We give two structural conditions on a codimension 1 integral n-varifold with first variation locally summable to an exponent p>n that imply the following: whenever each orientable portion of the C1-embedded part of the varifold (which is non-empty by the Allard regularity theory) is stationarity and the C2-immersed part of it is stable with respect to the area functional for volume preserving deformations, its support, except possibly on a closed set of codimension 7, is an immersed constant-mean-curvature (cmc) hypersurface of class C2 that can fail to be embedded only at points where locally the support is the union of two C2 embedded cmc disks with only tangential intersection.
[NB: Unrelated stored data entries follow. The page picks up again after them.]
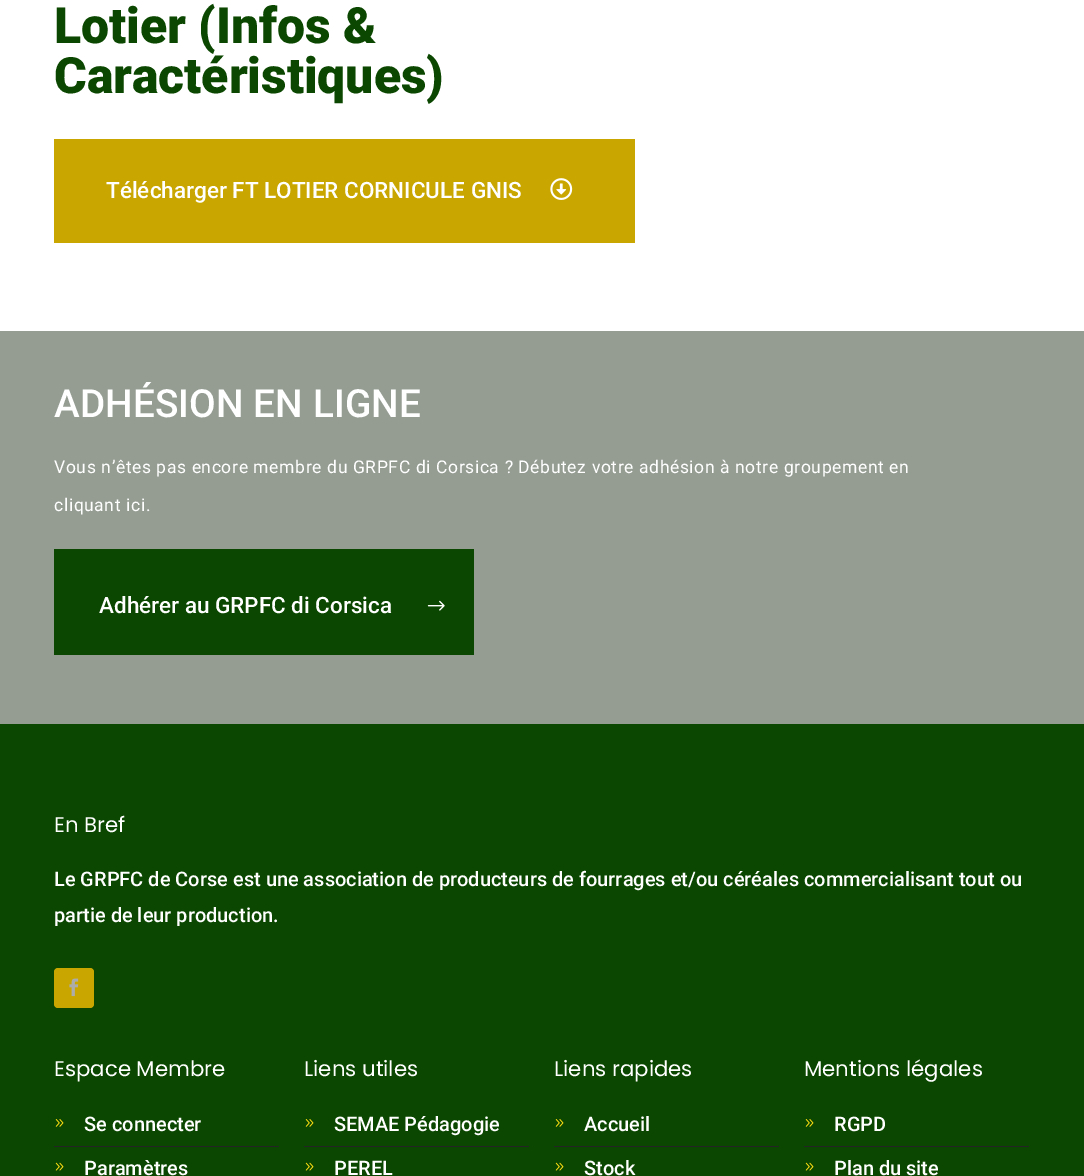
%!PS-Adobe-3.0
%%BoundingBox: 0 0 1084 1176
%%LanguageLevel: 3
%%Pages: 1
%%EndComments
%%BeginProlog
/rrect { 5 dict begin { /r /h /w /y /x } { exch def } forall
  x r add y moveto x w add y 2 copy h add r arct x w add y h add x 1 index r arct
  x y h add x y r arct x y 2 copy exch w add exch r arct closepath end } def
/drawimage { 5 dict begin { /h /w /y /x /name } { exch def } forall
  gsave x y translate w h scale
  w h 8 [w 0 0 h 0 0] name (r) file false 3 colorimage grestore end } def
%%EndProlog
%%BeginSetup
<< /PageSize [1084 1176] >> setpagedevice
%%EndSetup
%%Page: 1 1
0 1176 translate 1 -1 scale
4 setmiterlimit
1 setgray
0 0 1084 1176 rectfill
0.788 0.655 0 setrgbcolor
54 139 581 104 rectfill
(images/1.raw) 550 178 23 22 drawimage
0.584 0.616 0.576 setrgbcolor
0 331 1084 393 rectfill
0.043 0.278 0 setrgbcolor
54 549 420 106 rectfill
(images/2.raw) 427 600 18 11 drawimage
0 724 1084 452 rectfill
0.788 0.655 0 setrgbcolor
54 968 40 40 4 rrect fill
(images/3.raw) 69 978 10 19 drawimage
0.141 setgray
54 1146 225 1 rectfill
(images/4.raw) 55 1119 9 8 drawimage
(images/5.raw) 55 1162 9 9 drawimage
304 1146 225 1 rectfill
(images/4.raw) 305 1119 9 8 drawimage
(images/5.raw) 305 1162 9 9 drawimage
554 1146 225 1 rectfill
(images/4.raw) 555 1119 9 8 drawimage
(images/5.raw) 555 1162 9 9 drawimage
804 1146 225 1 rectfill
(images/4.raw) 805 1119 9 8 drawimage
(images/5.raw) 805 1162 9 9 drawimage
/Roboto-Black [50 0 0 -50 0 0] selectfont
0.043 0.278 0 setrgbcolor
54 43 moveto -0.1 0 (Lotier \(Infos &) ashow
54 93 moveto -0.1 0 (Caractéristiques\)) ashow
/Roboto-Medium [22.5 0 0 -22.5 0 0] selectfont
1 setgray
106 198 moveto (Télécharger FT LOTIER CORNICULE GNIS) show
/Roboto-Medium [38.75 0 0 -38.75 0 0] selectfont
54 417 moveto 0.1 0 (ADHÉSION EN LIGNE) ashow
/Roboto-Regular [17.5 0 0 -17.5 0 0] selectfont
54 473 moveto 0.62 0 (Vous n’êtes pas encore membre du GRPFC di Corsica ? Débutez votre adhésion à notre groupement en) ashow
54 511 moveto 0.62 0 (cliquant ici.) ashow
/Roboto-Medium [22.5 0 0 -22.5 0 0] selectfont
99 613 moveto (Adhérer au GRPFC di Corsica) show
/Poppins-Regular [21.25 0 0 -21.25 0 0] selectfont
54 832 moveto (En Bref) show
/Roboto-Medium [20 0 0 -20 0 0] selectfont
54 886 moveto (Le GRPFC de Corse est une association de producteurs de fourrages et/ou céréales commercialisant tout ou) show
54 922 moveto (partie de leur production.) show
/Poppins-Regular [21.25 0 0 -21.25 0 0] selectfont
54 1076 moveto (Espace Membre) show
/Roboto-Medium [20 0 0 -20 0 0] selectfont
84 1131 moveto (Se connecter) show
84 1175 moveto (Paramètres) show
/Poppins-Regular [21.25 0 0 -21.25 0 0] selectfont
304 1076 moveto (Liens utiles) show
/Roboto-Medium [20 0 0 -20 0 0] selectfont
334 1131 moveto (SEMAE Pédagogie) show
334 1175 moveto (PEREL) show
/Poppins-Regular [21.25 0 0 -21.25 0 0] selectfont
554 1076 moveto (Liens rapides) show
/Roboto-Medium [20 0 0 -20 0 0] selectfont
584 1131 moveto (Accueil) show
584 1175 moveto (Stock) show
/Poppins-Regular [21.25 0 0 -21.25 0 0] selectfont
804 1076 moveto (Mentions légales) show
/Roboto-Medium [20 0 0 -20 0 0] selectfont
834 1131 moveto (RGPD) show
834 1175 moveto (Plan du site) show
showpage
%%EOF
Both structural conditions are necessary for the conclusions and involve only those parts of the varifold that are made up of embedded C1, α-regular pieces coming together in a regular fashion, making them easy to check in principle. We show also that any family of codimension 1 integral varifolds satisfying these structural and variational hypotheses as well as locally uniform mass and mean curvature bounds is compact in the varifold topology. Our results generalize both the regularity theory of the second author (for stable minimal hypersurfaces) and the regularity theory of Schoen--Simon, for hypersurfaces satisfying a priori a smallness hypothesis on the singular set in addition to the variational hypotheses). Corollaries of the main varifold regularity theorem are obtained for sets of locally finite perimeter, which generalize the regularity theory of Gonzalez--Massari--Tamanini for boundaries that locally minimize perimeter subject to the fixed enclosed volume constraint.